▶ **What to produce**
For the word "Шевченко", copy every line of the material that includes it.

● ● ●

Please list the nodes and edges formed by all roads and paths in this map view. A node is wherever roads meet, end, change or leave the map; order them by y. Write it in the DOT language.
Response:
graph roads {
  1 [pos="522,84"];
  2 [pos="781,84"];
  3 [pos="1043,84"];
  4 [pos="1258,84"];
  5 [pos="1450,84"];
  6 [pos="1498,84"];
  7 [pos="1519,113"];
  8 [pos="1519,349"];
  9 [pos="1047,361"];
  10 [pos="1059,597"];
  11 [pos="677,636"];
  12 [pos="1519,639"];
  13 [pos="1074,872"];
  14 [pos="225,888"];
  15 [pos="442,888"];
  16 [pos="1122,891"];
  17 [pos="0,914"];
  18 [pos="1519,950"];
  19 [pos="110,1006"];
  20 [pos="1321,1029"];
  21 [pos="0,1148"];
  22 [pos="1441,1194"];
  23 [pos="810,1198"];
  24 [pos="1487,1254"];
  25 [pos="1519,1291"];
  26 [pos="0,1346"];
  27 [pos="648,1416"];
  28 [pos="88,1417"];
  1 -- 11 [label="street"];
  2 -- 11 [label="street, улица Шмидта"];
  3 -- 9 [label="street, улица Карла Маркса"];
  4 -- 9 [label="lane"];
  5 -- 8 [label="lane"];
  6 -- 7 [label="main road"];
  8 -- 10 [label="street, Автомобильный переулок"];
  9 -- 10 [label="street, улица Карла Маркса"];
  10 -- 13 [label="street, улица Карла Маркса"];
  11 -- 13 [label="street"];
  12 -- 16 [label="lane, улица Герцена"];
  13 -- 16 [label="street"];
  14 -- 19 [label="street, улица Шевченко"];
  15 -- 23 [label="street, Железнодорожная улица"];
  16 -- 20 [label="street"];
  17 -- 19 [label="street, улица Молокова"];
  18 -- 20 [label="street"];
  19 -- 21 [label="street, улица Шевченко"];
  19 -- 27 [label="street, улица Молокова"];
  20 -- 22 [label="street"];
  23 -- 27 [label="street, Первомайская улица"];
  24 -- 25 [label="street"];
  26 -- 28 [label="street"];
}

● ● ●

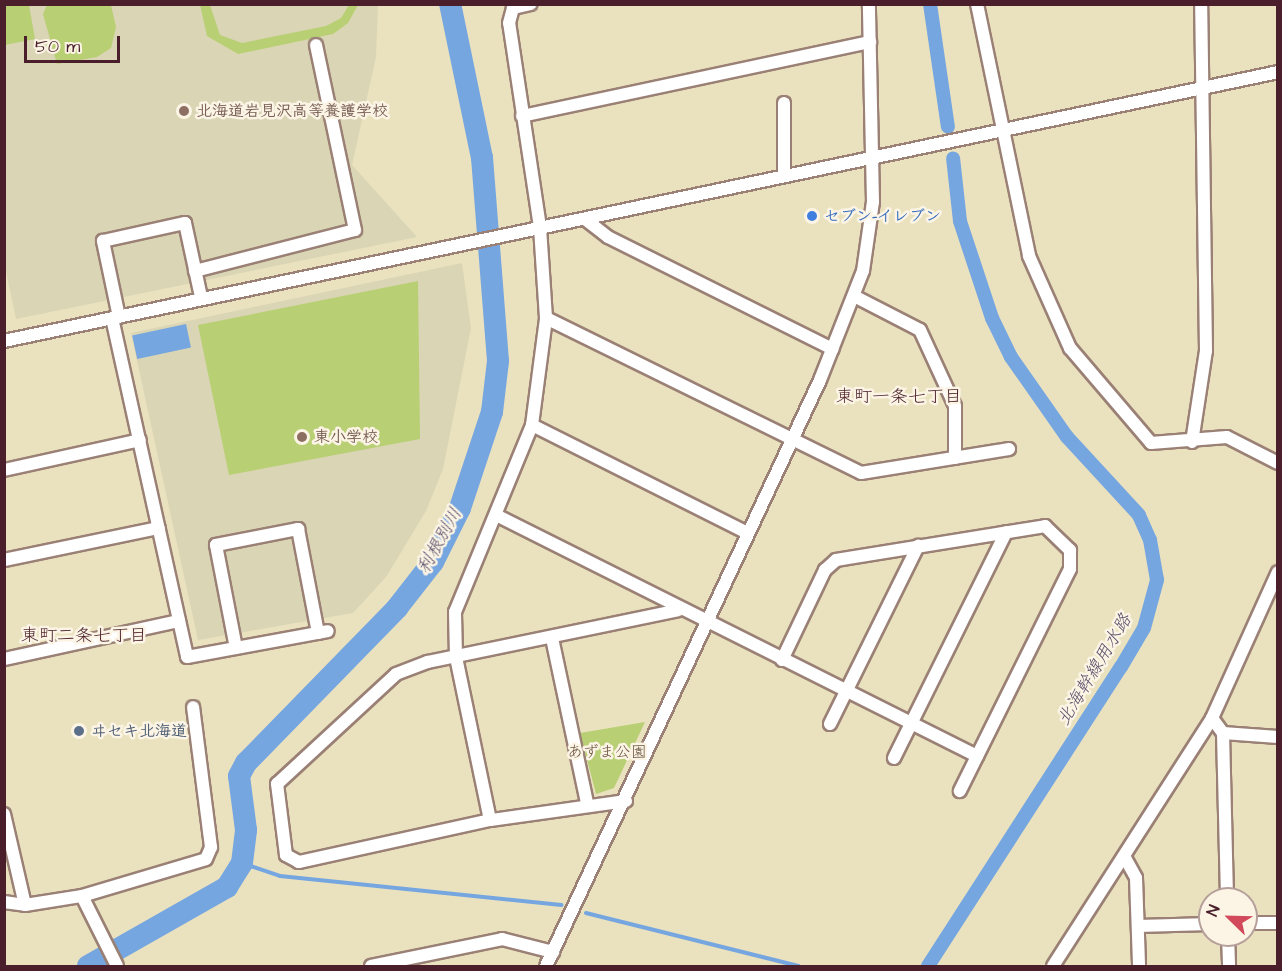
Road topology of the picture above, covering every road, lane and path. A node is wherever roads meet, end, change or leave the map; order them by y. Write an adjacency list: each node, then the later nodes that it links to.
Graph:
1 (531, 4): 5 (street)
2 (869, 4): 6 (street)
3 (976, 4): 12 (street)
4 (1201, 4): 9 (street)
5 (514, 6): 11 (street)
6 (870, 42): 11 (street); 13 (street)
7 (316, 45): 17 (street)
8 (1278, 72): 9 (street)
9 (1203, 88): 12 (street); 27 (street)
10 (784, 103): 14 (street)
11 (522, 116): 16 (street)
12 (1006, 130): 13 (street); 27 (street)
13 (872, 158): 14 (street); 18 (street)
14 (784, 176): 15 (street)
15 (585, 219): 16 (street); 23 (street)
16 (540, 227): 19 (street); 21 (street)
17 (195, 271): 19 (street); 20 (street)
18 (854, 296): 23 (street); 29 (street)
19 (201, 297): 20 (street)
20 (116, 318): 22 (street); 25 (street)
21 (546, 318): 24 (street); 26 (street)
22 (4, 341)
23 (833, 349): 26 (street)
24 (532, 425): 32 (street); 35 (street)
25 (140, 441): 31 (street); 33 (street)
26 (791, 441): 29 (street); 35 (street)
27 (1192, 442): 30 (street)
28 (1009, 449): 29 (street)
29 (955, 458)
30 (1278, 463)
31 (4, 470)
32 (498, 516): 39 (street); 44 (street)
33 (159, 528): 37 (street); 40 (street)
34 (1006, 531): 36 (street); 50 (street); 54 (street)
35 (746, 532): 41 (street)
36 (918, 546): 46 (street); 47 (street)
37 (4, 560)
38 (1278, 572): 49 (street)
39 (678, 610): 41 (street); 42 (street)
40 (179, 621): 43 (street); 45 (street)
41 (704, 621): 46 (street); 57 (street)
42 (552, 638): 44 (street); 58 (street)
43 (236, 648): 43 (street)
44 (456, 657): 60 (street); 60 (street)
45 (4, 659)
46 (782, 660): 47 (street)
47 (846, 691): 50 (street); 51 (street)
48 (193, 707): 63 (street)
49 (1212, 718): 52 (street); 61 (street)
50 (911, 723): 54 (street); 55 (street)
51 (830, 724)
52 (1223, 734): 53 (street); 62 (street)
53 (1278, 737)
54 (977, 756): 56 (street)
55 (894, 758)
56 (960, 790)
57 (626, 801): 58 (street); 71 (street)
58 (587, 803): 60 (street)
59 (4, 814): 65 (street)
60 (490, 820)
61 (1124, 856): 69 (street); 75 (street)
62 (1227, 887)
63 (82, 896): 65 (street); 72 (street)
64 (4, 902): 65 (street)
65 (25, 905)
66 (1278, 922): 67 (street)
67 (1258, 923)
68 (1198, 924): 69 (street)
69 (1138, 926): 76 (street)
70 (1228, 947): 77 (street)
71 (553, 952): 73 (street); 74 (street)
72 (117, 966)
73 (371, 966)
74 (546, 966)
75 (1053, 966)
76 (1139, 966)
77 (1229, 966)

● ● ●

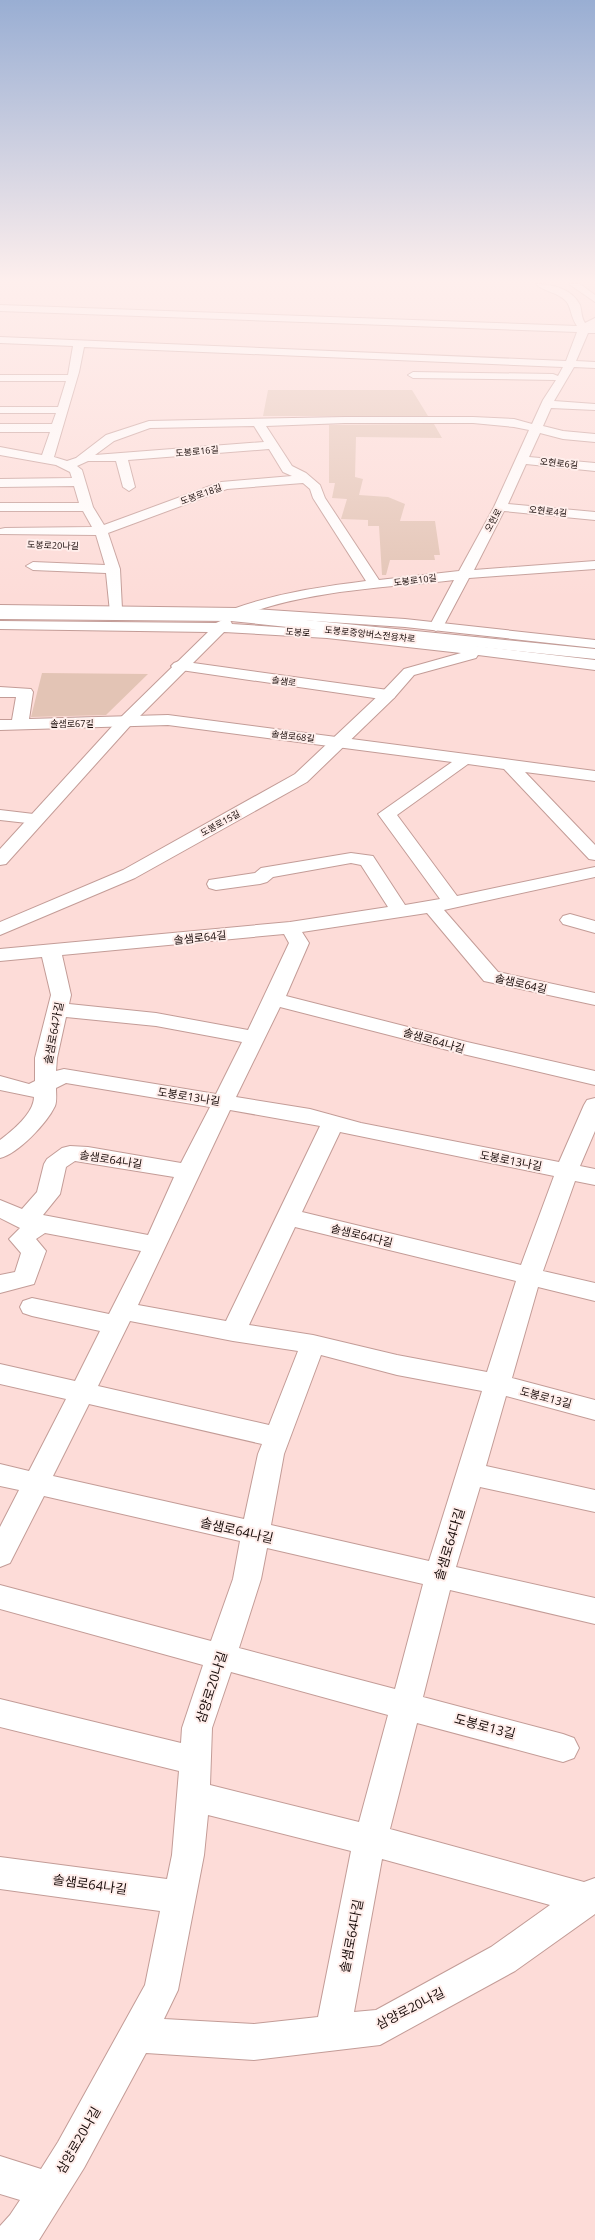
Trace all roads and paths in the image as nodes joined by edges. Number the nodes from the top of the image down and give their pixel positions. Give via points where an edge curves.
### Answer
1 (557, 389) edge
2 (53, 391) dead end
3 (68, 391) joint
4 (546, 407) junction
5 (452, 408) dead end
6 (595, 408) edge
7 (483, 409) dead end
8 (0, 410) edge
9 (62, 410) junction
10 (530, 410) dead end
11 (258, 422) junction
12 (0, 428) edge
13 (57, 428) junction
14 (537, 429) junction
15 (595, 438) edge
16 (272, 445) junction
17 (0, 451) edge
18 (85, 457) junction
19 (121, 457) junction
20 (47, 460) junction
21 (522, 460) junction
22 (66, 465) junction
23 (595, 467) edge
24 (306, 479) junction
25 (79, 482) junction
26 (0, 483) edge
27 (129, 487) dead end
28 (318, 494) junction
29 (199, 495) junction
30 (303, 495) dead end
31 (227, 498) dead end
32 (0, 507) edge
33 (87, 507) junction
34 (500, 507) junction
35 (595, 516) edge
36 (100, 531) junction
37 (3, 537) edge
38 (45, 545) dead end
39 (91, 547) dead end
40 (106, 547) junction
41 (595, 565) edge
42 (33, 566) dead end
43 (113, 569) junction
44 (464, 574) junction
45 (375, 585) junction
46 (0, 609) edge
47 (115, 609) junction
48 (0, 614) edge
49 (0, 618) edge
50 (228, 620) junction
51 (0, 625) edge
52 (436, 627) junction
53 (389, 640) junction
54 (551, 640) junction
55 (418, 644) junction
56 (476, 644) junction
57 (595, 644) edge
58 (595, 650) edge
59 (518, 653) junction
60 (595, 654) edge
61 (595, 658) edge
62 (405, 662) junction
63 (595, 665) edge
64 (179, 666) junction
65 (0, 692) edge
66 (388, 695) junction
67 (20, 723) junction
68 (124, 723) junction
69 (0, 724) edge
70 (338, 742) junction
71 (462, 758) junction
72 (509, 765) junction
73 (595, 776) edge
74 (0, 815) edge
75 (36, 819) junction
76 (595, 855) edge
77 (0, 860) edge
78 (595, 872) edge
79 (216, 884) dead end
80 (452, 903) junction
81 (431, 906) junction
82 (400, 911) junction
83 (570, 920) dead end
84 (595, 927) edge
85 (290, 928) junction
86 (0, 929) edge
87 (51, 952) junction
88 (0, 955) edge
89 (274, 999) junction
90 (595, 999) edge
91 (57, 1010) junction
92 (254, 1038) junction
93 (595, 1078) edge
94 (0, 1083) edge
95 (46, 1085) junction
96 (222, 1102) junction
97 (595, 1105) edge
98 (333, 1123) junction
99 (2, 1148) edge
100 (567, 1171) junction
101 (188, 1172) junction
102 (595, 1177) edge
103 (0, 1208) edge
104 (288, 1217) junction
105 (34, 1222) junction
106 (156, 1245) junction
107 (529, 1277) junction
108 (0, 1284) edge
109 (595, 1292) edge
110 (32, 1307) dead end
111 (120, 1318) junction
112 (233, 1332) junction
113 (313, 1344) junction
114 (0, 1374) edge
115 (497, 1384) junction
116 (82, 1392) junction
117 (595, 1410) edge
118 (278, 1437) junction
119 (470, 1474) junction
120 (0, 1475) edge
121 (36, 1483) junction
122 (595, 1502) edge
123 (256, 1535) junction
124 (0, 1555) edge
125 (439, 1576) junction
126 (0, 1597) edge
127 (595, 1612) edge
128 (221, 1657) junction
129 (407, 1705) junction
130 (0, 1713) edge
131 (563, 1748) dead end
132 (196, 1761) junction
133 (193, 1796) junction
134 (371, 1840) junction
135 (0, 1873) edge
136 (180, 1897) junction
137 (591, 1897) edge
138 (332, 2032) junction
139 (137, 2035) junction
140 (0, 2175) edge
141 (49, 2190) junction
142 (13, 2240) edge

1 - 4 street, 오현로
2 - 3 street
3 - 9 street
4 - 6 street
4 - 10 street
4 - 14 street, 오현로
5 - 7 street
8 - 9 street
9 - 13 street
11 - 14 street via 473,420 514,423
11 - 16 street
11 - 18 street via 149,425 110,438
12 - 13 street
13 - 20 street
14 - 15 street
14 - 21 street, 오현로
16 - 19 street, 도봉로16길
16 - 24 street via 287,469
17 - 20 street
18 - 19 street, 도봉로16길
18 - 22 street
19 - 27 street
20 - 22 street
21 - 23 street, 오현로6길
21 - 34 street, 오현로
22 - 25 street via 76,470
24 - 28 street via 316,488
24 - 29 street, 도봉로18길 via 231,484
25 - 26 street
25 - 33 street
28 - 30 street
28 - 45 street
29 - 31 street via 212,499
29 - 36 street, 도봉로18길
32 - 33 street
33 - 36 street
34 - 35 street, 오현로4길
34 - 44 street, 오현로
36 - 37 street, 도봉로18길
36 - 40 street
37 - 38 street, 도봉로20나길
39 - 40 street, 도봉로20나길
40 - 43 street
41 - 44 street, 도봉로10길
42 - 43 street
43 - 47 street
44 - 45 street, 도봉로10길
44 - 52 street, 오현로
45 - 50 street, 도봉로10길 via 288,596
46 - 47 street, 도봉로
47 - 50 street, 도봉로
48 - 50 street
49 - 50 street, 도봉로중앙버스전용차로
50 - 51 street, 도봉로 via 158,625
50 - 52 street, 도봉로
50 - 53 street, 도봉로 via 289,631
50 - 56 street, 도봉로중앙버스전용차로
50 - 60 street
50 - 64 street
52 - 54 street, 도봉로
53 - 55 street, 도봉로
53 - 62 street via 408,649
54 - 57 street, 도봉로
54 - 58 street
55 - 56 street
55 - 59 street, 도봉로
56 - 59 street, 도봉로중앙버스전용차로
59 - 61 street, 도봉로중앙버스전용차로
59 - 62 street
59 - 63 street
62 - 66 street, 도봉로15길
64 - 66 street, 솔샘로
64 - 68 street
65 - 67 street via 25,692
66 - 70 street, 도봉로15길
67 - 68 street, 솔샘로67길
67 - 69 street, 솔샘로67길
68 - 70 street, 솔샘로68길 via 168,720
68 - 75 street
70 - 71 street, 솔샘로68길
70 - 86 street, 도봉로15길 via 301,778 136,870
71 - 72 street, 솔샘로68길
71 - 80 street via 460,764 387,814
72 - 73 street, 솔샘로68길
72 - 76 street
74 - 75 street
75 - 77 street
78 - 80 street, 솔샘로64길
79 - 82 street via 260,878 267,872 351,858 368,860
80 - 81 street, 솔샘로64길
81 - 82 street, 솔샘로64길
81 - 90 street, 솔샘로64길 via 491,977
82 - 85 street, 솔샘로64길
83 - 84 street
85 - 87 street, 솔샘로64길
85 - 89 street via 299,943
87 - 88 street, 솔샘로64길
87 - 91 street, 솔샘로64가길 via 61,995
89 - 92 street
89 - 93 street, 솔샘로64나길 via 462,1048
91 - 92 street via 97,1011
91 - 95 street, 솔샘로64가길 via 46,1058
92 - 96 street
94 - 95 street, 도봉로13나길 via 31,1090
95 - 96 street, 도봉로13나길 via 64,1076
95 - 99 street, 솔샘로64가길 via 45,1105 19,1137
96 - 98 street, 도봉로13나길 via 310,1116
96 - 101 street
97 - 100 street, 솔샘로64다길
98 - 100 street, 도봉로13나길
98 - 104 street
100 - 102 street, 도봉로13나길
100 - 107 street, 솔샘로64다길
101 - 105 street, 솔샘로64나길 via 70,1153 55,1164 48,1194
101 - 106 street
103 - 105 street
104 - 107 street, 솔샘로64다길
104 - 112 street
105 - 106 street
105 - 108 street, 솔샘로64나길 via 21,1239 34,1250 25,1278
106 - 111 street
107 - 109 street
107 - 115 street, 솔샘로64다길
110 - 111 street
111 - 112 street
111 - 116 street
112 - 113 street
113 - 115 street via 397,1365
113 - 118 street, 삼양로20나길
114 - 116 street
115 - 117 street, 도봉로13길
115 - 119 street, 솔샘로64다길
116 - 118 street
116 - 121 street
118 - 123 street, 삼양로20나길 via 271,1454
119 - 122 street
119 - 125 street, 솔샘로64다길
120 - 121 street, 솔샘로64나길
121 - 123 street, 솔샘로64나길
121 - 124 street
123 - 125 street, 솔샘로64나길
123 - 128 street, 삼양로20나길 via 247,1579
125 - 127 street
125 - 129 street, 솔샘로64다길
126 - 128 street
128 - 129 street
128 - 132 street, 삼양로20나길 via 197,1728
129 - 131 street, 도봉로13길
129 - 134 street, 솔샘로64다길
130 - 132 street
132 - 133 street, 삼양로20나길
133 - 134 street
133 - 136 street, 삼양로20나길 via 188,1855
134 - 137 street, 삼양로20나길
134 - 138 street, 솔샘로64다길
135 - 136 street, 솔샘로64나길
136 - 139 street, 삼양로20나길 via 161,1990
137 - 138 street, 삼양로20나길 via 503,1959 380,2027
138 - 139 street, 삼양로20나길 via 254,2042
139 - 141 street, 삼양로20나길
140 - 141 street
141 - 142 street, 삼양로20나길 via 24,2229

● ● ●

▶ **Solution to this problem**
  14 -- 19 [label="street, улица Шевченко"];
  19 -- 21 [label="street, улица Шевченко"];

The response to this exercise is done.